━━━ EXERCISE MATERIAL

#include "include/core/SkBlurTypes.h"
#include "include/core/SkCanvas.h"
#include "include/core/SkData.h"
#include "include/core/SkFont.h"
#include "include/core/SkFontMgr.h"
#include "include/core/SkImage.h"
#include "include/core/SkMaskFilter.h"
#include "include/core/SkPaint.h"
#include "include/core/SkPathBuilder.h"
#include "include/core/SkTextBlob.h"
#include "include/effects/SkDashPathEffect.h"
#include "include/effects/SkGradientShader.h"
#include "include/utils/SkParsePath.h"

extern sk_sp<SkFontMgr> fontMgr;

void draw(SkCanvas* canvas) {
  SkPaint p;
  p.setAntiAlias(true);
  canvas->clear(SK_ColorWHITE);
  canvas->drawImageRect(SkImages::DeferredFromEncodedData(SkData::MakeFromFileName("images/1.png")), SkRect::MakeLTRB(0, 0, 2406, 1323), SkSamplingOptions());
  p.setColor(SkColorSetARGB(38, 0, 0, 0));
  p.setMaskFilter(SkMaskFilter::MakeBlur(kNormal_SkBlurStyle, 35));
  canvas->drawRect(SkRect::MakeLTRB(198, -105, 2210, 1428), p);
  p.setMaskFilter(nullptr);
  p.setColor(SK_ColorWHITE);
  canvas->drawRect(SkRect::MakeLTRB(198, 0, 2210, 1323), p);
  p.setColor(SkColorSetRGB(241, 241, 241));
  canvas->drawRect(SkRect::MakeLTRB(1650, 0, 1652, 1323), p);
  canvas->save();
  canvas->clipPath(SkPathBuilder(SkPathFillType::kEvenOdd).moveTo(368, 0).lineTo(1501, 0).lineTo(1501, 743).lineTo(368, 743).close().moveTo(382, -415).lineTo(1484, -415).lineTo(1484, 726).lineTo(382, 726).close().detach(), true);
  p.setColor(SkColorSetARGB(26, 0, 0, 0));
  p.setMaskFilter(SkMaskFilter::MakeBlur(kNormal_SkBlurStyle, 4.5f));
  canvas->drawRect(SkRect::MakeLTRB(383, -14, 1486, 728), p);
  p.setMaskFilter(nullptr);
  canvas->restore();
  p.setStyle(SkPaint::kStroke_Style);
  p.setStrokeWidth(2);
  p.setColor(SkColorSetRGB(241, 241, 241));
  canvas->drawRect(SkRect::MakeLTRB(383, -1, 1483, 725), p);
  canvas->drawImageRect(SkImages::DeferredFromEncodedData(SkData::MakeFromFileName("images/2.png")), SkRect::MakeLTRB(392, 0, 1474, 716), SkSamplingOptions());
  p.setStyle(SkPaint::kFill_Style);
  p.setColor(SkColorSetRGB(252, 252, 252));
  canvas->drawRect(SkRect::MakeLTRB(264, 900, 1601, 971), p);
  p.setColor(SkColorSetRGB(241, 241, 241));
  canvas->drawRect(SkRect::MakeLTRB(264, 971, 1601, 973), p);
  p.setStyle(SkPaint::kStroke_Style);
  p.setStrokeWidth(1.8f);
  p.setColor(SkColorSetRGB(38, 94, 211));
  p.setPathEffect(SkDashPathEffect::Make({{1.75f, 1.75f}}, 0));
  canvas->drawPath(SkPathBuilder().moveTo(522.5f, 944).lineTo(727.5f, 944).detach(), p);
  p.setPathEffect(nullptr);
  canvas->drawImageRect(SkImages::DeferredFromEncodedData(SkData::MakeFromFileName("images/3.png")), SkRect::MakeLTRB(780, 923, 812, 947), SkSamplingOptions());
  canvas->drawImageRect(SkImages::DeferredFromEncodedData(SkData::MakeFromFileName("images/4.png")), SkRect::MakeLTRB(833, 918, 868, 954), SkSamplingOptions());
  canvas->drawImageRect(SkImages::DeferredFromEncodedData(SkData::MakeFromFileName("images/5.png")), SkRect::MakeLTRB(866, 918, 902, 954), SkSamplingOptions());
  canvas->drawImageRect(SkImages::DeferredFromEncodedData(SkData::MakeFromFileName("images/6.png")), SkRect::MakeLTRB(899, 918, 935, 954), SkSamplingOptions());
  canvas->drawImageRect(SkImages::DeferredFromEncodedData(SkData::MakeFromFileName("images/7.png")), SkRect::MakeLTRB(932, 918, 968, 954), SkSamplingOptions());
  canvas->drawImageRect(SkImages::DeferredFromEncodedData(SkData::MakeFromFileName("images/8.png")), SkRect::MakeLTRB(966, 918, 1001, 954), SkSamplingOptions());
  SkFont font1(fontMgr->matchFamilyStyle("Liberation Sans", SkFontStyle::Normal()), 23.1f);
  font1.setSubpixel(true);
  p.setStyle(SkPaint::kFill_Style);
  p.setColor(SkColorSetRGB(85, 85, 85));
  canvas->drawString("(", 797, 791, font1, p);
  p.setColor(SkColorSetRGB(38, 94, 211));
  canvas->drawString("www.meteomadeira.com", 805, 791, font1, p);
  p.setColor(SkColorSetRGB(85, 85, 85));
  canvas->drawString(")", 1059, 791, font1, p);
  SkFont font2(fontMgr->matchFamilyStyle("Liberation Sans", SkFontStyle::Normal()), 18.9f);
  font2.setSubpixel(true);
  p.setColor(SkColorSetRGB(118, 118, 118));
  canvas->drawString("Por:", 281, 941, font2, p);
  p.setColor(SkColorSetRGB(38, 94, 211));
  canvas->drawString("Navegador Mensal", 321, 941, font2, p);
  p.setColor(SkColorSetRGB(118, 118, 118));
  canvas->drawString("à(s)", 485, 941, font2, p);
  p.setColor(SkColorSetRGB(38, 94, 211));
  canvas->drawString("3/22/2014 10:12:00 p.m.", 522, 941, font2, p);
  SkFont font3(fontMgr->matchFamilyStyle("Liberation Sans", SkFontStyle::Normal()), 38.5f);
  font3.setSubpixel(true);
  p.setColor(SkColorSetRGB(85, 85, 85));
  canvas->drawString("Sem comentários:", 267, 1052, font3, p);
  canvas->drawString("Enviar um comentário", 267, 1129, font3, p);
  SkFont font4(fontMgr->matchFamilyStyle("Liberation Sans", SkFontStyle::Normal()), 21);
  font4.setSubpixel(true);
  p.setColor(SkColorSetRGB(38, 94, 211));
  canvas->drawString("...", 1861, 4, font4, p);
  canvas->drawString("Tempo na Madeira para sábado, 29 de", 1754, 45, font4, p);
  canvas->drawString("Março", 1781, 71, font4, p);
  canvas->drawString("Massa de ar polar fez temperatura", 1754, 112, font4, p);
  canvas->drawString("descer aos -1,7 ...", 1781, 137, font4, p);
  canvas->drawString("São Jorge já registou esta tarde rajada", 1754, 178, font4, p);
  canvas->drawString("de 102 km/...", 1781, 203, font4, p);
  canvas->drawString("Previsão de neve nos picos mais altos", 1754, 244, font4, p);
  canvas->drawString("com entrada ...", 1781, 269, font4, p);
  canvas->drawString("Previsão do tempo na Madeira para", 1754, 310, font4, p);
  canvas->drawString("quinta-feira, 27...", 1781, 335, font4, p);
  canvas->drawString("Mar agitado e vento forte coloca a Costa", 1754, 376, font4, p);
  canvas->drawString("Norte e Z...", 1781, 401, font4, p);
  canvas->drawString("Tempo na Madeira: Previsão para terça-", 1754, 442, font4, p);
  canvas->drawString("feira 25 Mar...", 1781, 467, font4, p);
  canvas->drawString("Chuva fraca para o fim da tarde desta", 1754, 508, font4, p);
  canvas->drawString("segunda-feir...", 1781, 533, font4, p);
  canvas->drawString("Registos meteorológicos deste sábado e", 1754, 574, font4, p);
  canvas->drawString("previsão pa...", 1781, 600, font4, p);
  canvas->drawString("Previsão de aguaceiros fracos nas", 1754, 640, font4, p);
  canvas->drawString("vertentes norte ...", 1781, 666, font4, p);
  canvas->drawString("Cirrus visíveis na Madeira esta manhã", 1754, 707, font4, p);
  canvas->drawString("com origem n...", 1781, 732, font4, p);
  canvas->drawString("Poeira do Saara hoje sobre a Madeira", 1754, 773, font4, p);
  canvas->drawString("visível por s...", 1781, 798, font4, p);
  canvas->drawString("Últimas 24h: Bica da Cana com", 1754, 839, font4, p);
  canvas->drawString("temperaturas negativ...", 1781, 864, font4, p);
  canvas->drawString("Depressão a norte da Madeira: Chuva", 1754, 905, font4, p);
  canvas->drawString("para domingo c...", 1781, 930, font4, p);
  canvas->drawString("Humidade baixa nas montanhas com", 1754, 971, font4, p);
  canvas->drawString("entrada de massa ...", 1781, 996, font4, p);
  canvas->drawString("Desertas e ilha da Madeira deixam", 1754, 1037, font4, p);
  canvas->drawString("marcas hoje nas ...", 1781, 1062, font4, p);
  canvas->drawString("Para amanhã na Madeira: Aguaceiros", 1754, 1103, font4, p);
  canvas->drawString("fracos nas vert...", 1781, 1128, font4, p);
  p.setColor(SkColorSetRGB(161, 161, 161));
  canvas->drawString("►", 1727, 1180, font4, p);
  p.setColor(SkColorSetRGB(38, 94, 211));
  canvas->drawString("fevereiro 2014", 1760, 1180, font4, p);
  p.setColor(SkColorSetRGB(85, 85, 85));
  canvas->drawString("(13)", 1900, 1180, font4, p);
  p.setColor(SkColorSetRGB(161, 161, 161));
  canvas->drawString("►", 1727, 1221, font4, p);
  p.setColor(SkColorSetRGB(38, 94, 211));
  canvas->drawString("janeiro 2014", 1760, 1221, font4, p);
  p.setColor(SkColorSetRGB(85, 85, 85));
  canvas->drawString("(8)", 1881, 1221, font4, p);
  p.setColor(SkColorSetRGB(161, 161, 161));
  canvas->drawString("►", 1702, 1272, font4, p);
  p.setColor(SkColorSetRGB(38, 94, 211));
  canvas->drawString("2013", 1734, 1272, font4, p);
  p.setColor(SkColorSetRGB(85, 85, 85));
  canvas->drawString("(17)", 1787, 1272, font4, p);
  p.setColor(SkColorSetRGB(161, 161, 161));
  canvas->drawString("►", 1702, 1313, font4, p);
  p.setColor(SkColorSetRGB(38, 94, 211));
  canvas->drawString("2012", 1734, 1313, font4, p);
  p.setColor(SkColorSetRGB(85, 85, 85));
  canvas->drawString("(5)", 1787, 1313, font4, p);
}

━━━━━━

TASK STATEMENT:
In the entries above, find each line with the word "setSubpixel" and return it.

EXERCISE SOLUTION:
  font1.setSubpixel(true);
  font2.setSubpixel(true);
  font3.setSubpixel(true);
  font4.setSubpixel(true);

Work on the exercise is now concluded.